Paleocene Coal Basins
Paleocene Coal Basins
The Clean Air Actwith its 1990 amendments placed a renewed emphasis on locating coals that are low in hazardous air pollutants (HAPs). The list of HAPs includes antimony, arsenic, beryllium, cadmium, chromium, cobalt, lead, manganese, mercury, nickel, selenium, and uranium. Paleocene coals of the Rocky Mountains and Northern Great Plains regions are well known for their relatively low sulfur and ash contents, but detailed studies of the distribution of HAPs have only recently been undertaken.
Trends in contents of ash, sulfur, and HAPs and coal rank appear to be influenced by tectonic activity adjacent to and within peat-accumulating basins, the types of sediments in the peat, and drainage patterns of the basins. Depending on the tectonic setting at the time of peat accumulation and coalification, the basins are classified as active and passive.
Active basins, which include the Hanna, North Park, and Wind River basins, experienced rapid subsidence and changing drainage patterns during their evolution. Drainage changed from through-flowing rivers in open basins in early Paleocene to short-headed rivers in closed or partially closed basins later in the Paleocene. Lakes and primarily low-lying mires formed in these active basins. Intense tectonic activity associated with these basins increased the amount of reworked sediments from older rocks which entered the low-lying mires, therefore increasing concentrations of ash, sulfur, and some HAPs in the peats. The subsequent increase in depth of burial of the peats due to basin subsidence, with attendant increase in the temperature, elevated the rank of the resulting coals.

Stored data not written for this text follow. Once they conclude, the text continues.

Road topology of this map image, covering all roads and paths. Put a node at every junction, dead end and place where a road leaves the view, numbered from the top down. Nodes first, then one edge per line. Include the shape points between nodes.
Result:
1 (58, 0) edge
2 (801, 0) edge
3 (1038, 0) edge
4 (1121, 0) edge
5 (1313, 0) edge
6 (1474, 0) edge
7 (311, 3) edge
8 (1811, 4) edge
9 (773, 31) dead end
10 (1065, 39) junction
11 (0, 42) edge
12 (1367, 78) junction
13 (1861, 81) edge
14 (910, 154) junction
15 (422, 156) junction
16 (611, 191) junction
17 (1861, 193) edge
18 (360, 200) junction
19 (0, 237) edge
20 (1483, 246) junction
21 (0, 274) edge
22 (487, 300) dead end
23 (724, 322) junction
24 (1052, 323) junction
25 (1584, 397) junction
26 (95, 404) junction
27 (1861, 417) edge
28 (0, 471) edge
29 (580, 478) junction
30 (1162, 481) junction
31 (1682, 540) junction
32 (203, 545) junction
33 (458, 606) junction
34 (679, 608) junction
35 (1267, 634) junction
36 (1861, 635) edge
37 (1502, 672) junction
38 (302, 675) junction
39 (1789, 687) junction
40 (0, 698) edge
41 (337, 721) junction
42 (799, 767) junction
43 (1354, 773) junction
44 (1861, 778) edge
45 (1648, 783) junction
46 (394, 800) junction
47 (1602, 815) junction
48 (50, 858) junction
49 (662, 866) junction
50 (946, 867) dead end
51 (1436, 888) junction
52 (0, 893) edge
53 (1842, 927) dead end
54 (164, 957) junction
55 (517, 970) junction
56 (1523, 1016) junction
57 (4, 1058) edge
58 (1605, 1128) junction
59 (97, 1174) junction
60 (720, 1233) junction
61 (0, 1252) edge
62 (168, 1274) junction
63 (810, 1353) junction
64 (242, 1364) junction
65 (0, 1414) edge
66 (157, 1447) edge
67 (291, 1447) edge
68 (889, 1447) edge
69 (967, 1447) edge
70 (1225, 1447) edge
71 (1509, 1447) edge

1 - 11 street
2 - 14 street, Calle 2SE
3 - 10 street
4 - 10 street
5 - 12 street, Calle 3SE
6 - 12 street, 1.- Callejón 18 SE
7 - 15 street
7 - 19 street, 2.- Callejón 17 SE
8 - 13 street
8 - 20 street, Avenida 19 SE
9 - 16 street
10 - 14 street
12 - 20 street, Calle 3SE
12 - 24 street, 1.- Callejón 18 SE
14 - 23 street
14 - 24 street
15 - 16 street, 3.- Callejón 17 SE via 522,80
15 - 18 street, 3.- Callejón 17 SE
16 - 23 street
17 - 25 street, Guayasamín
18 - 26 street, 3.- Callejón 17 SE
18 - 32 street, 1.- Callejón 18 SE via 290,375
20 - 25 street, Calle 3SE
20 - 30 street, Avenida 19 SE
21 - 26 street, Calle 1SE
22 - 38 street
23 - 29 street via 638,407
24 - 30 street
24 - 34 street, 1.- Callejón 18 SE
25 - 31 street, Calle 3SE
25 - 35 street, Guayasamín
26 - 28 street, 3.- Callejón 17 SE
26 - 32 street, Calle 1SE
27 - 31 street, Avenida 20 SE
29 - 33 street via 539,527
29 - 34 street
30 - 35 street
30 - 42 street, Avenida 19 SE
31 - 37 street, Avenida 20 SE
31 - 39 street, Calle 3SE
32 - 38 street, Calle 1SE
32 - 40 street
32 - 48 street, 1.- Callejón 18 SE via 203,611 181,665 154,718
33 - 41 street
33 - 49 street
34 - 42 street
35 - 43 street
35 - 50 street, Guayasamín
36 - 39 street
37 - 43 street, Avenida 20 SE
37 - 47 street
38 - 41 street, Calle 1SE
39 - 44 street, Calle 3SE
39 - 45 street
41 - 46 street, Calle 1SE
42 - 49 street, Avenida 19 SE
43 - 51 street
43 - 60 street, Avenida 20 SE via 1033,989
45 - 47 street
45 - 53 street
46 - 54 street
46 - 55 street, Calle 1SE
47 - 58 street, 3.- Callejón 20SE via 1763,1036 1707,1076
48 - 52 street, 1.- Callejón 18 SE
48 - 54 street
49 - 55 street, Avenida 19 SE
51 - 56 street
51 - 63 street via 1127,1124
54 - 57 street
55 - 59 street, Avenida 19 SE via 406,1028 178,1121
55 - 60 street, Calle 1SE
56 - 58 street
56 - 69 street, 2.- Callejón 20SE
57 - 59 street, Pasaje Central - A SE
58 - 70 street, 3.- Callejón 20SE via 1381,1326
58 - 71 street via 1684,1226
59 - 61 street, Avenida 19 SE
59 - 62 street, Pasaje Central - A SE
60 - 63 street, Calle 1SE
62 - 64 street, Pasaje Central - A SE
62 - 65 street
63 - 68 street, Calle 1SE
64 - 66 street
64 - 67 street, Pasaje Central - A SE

Passive basins, which include the Williston, Powder River, and Bull Mountain basins remained open throughout the Paleocene; rivers flowed through the basins during times of peat accumulation. Rivers established long-term drainage patterns confined by long-standing domed mires between river channels. This domed nature of these mires discouraged debris-laden water from intermixing with adjacent peat, resulting in lower concentrations of ash, sulfur, and HAPs than in the low-lying mires in the active basins. Less intense tectonic activity in the passive basins resulted in the shallower depth of burial of the peat, lower temperature, and therefore lower coal rank than resulting coals in the active basins.